By showcasing a mix of rediscovered movies and new dramas and documentaries, the festival — held in San Francisco this Saturday and Sunday, September 28-29, 2013 — provides a unique window into Iran at a time when the country is constantly hovering in the news because of its (alleged) nuclear ambitions, its involvement in Syria’s war, and its tenuous relationship with the United States and U.S. allies. The headlines disappear at the festival, giving way to characters’ interior struggles with family relationships and personal demons that are the central focus of several inspired features. In For Shahrzad, the central figure, a young, pregnant woman with an abusive father, navigates her way through his overbearing ways, and never hesitates to confront him (“why did you bring me into this world if you could not afford it?”) and the other people in her life. Much of the film is set in a hospital’s emergency-room lobby, where a cast of memorable characters (a cynical supervisor, the pregnant woman’s husband, the taxi driver who brought her to the hospital) meet and where flashbacks ensue that fill in the dramatic back story of the main character’s life.


Everything Is Fine Here

In Everything Is Fine Here, a young writer who’s newly engaged and newly acclaimed, with an invitation to lead a prestigious writing workshop in Germany, is sexually attacked, setting off a series of events that put a severe strain on her marriage-to-be and her relationship with her parents.

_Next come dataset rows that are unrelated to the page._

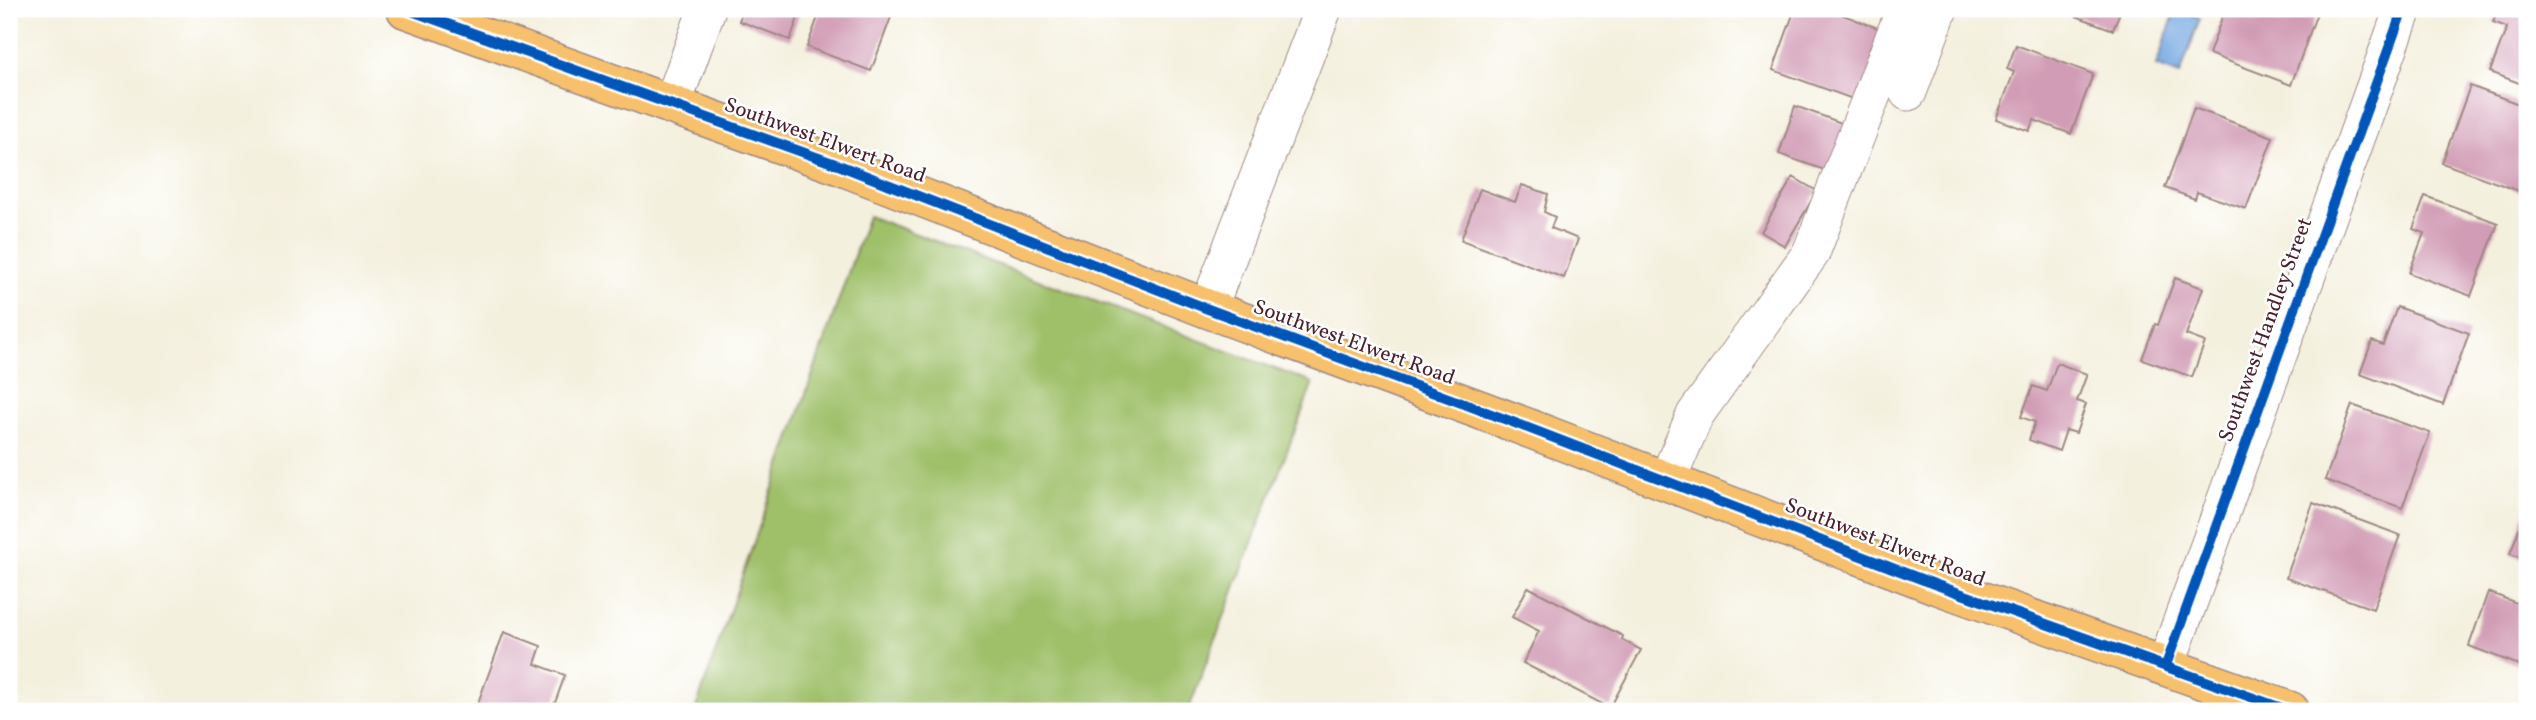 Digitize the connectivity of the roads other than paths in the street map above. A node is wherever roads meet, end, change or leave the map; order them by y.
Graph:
1 (406, 9) edge
2 (707, 9) edge
3 (1323, 9) edge
4 (1905, 9) edge
5 (1939, 9) edge
6 (2403, 9) edge
7 (1908, 92) dead end
8 (671, 105) junction
9 (1208, 309) junction
10 (1667, 481) junction
11 (2166, 665) junction
12 (2290, 711) edge

1 - 8 main road, Southwest Elwert Road
2 - 8 street
3 - 9 street
4 - 10 street
5 - 7 street
6 - 11 street, Southwest Handley Street
8 - 9 main road, Southwest Elwert Road
9 - 10 main road, Southwest Elwert Road
10 - 11 main road, Southwest Elwert Road
11 - 12 main road, Southwest Elwert Road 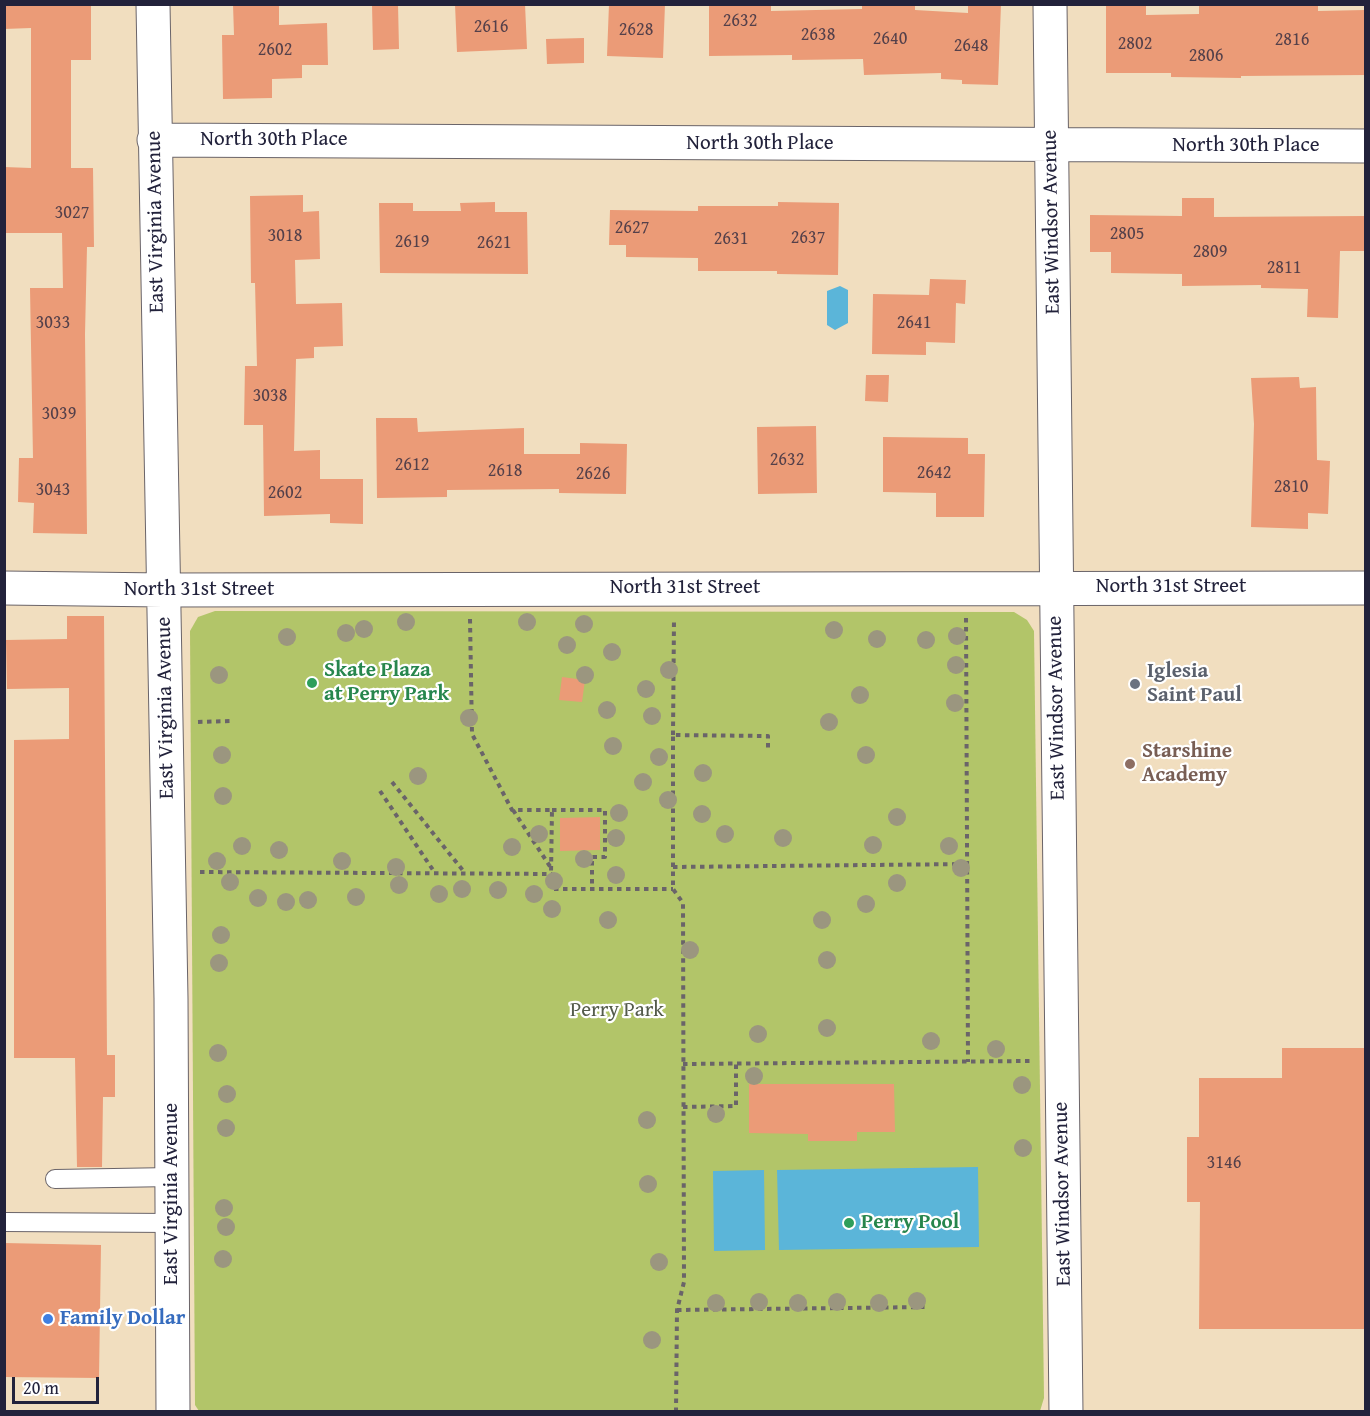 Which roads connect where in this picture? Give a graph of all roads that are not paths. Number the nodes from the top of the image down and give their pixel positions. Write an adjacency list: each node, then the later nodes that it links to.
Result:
1 (153, 4): 3 (street, East Virginia Avenue)
2 (1050, 4): 4 (street, East Windsor Avenue)
3 (154, 140): 4 (street, North 30th Place); 9 (street, East Virginia Avenue)
4 (1052, 146): 5 (street, North 30th Place); 6 (street, East Windsor Avenue)
5 (1365, 146)
6 (1056, 586): 8 (street, North 31st Street); 9 (street, North 31st Street); 15 (street, East Windsor Avenue)
7 (4, 588): 9 (street, North 31st Street)
8 (1365, 588)
9 (163, 590): 10 (street, East Virginia Avenue)
10 (172, 1177): 11 (lane); 13 (street, East Virginia Avenue)
11 (55, 1179)
12 (4, 1222): 13 (lane)
13 (172, 1223): 14 (street, East Virginia Avenue)
14 (173, 1412)
15 (1066, 1412) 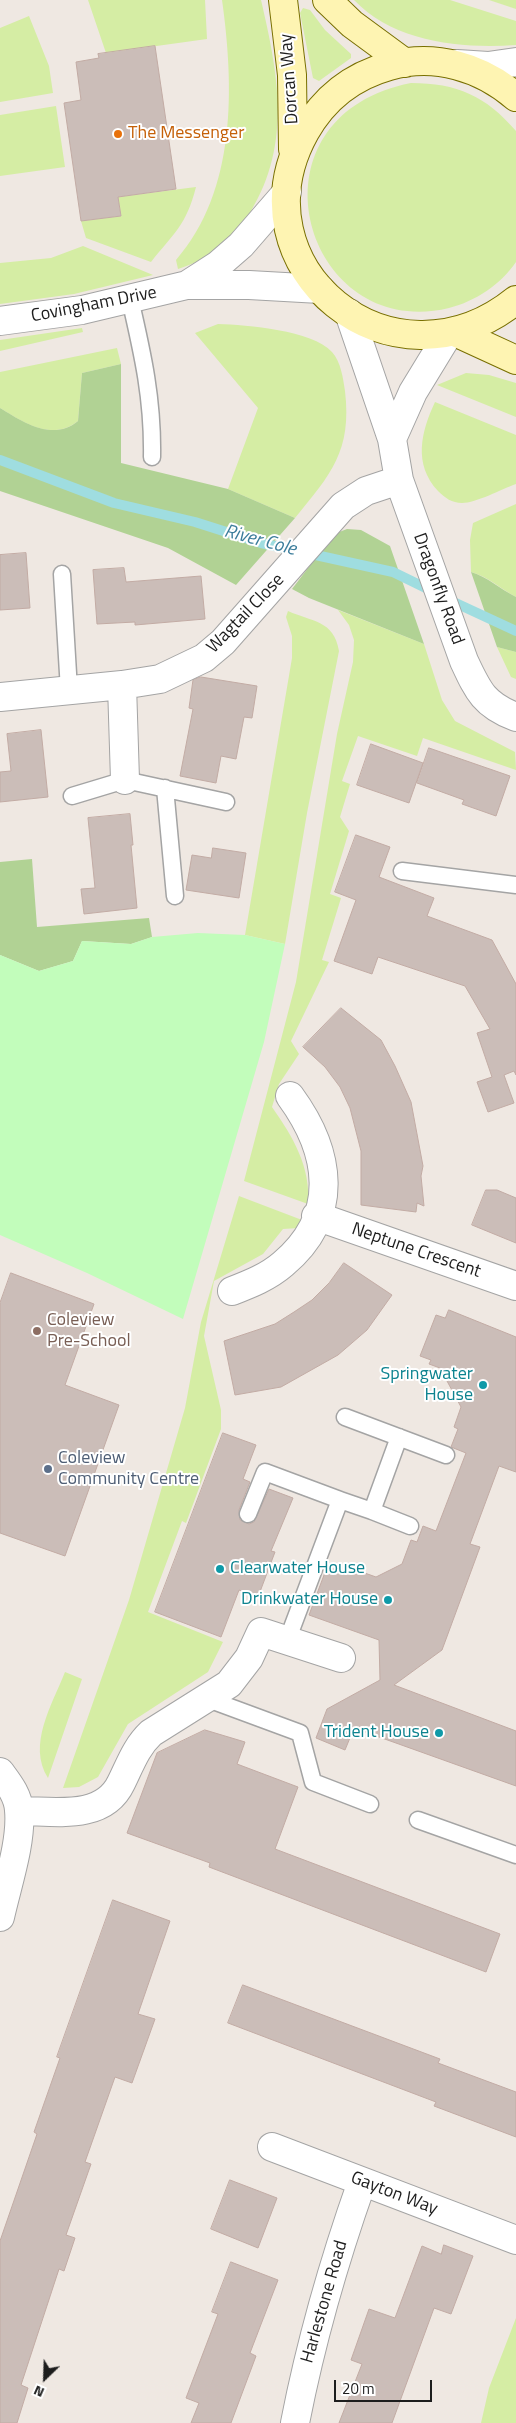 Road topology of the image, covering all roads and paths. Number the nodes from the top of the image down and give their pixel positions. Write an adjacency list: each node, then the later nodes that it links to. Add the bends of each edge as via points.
1 (283, 0): 7 (main road, Dorcan Way, via 292,75)
2 (327, 0): 4 (main road, via 352,24)
3 (516, 62): 5 (street, via 488,66)
4 (405, 63): 5 (main road); 7 (main road, via 365,74 340,89 314,117)
5 (454, 64): 6 (main road, via 482,74)
6 (516, 97)
7 (293, 158): 8 (main road)
8 (287, 192): 9 (street, Covingham Drive, via 241,245); 10 (main road, via 293,241 299,257)
9 (188, 285): 10 (street, Covingham Drive); 11 (street, Covingham Drive)
10 (320, 289): 13 (main road)
11 (130, 299): 14 (street, Covingham Drive, via 66,313); 18 (lane, via 149,381)
12 (516, 300): 15 (main road, via 490,318)
13 (349, 314): 15 (main road, via 363,323 393,332 421,336); 17 (street, Dragonfly Road)
14 (0, 321)
15 (452, 332): 16 (main road); 17 (street, via 413,392)
16 (516, 360)
17 (392, 439): 19 (street, Dragonfly Road)
18 (152, 457)
19 (399, 480): 21 (street, Wagtail Close, via 354,497 322,527 279,580 204,658 160,679); 24 (street, Dragonfly Road, via 464,661 485,698 496,709)
20 (62, 574): 22 (lane)
21 (122, 685): 22 (street, Wagtail Close); 25 (street)
22 (70, 690): 23 (street, Wagtail Close)
23 (0, 697)
24 (516, 717)
25 (125, 780): 26 (lane); 27 (lane)
26 (165, 788): 28 (lane); 31 (lane)
27 (72, 796)
28 (226, 802)
29 (402, 871): 30 (lane)
30 (516, 885)
31 (175, 896)
32 (290, 1096): 33 (street, via 314,1134 322,1156 323,1196)
33 (316, 1216): 34 (street, Neptune Crescent); 35 (street, via 310,1233 282,1265)
34 (516, 1286)
35 (232, 1291)
36 (345, 1417): 37 (lane)
37 (399, 1437): 38 (lane); 40 (lane)
38 (446, 1455)
39 (340, 1500): 40 (lane); 41 (lane, via 265,1472); 43 (lane)
40 (372, 1511): 42 (lane)
41 (248, 1514)
42 (410, 1526)
43 (287, 1641): 44 (street); 45 (street, via 261,1632 240,1672)
44 (341, 1658)
45 (208, 1699): 47 (lane, via 300,1733 313,1782); 48 (street, via 151,1733 143,1741 117,1792 106,1801 81,1812)
46 (0, 1772): 48 (street, via 14,1792)
47 (370, 1804)
48 (19, 1811): 51 (street)
49 (418, 1820): 50 (lane)
50 (516, 1854)
51 (0, 1917)
52 (272, 2147): 53 (street, Gayton Way)
53 (362, 2182): 54 (street, Gayton Way); 55 (street, Harlestone Road, via 311,2345)
54 (516, 2240)
55 (295, 2423) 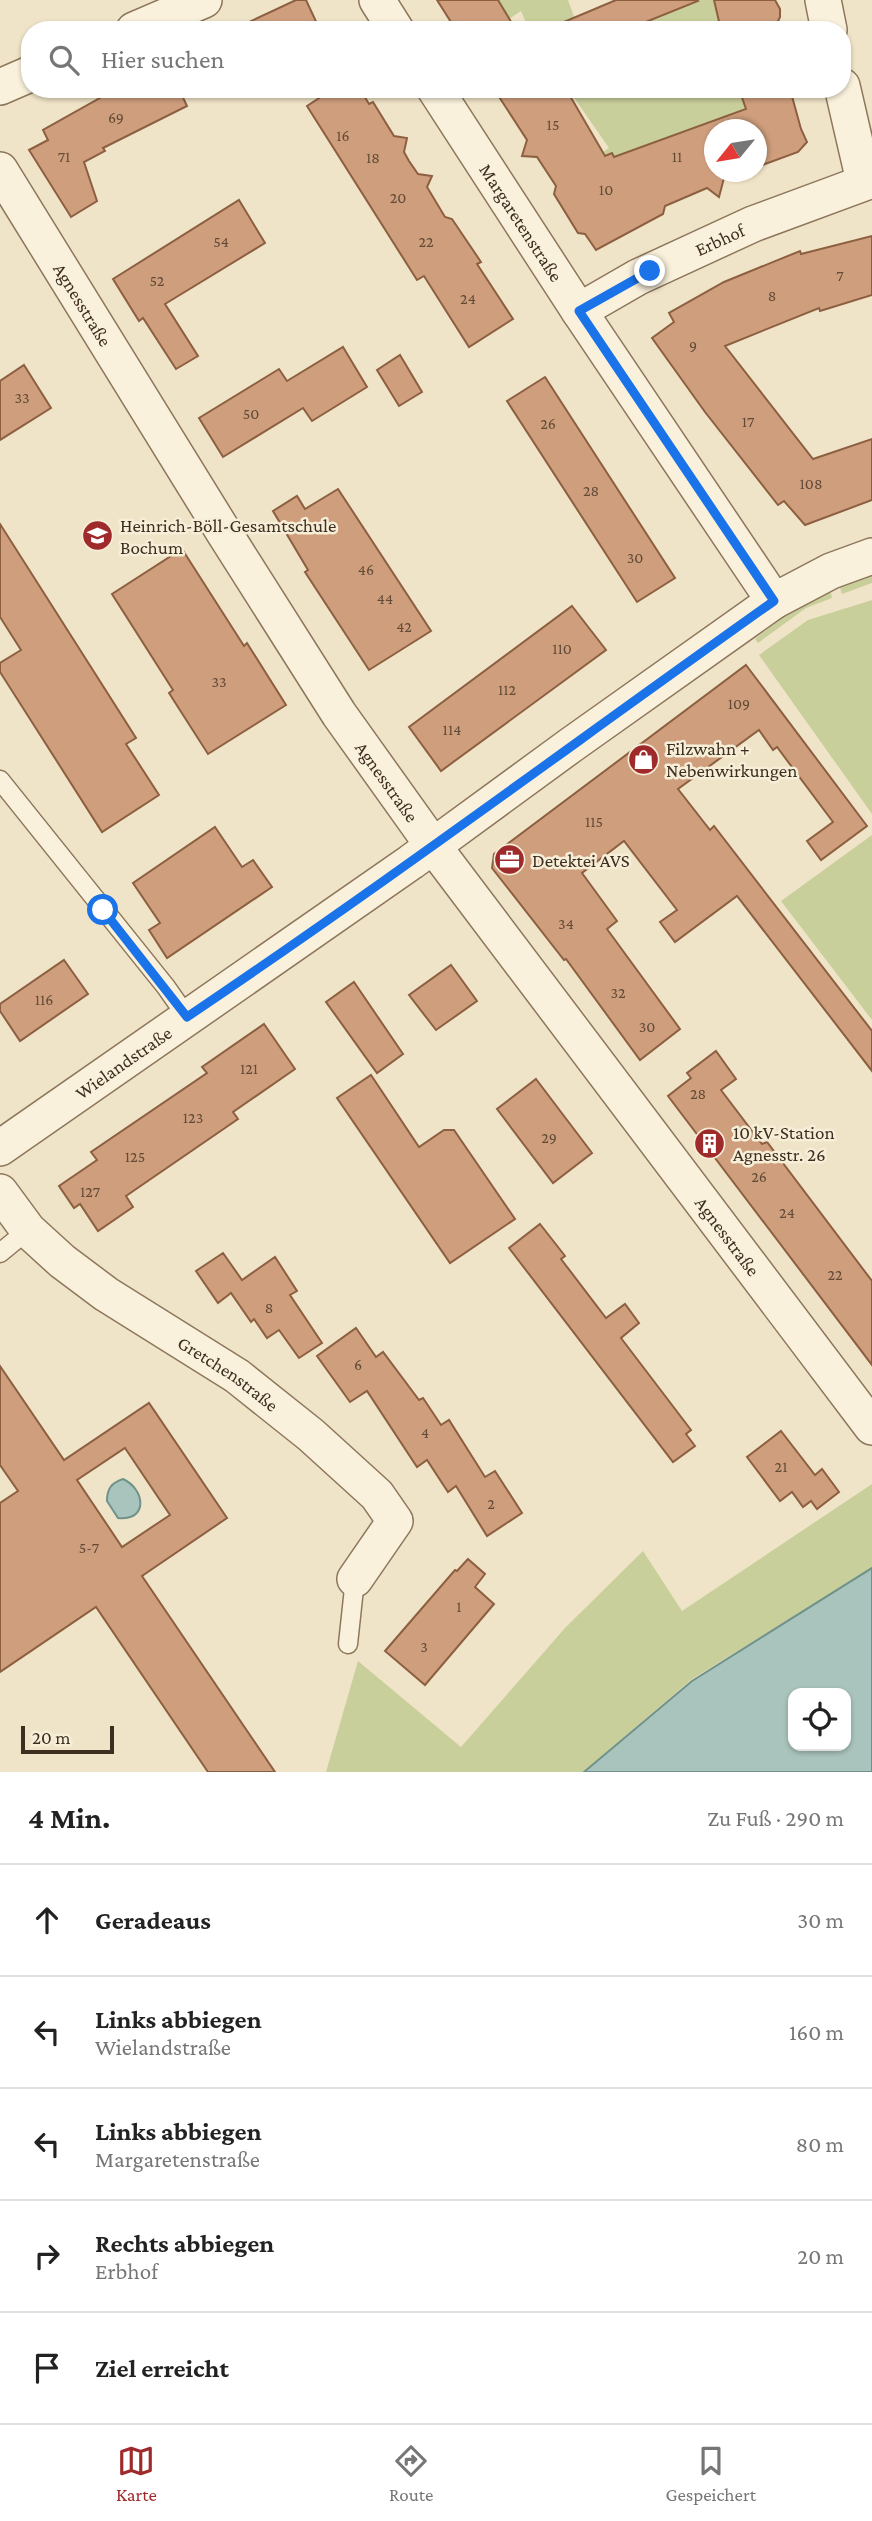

Two short films at the Iranian Film Festival — Charisma and Return — give indelible glimpses into lives that reach a frail precipice. In Charisma, an old man with a cane sits on a crowded bus across from a boy who recognizes the humanity in this elderly stranger. In Return, a multi-generational family waits for the return of an important member who’s been fighting in the Iran-Iraq War. A flying kite, held up in the air by young children, becomes the symbol of transition in this short film that is cinematic poetry.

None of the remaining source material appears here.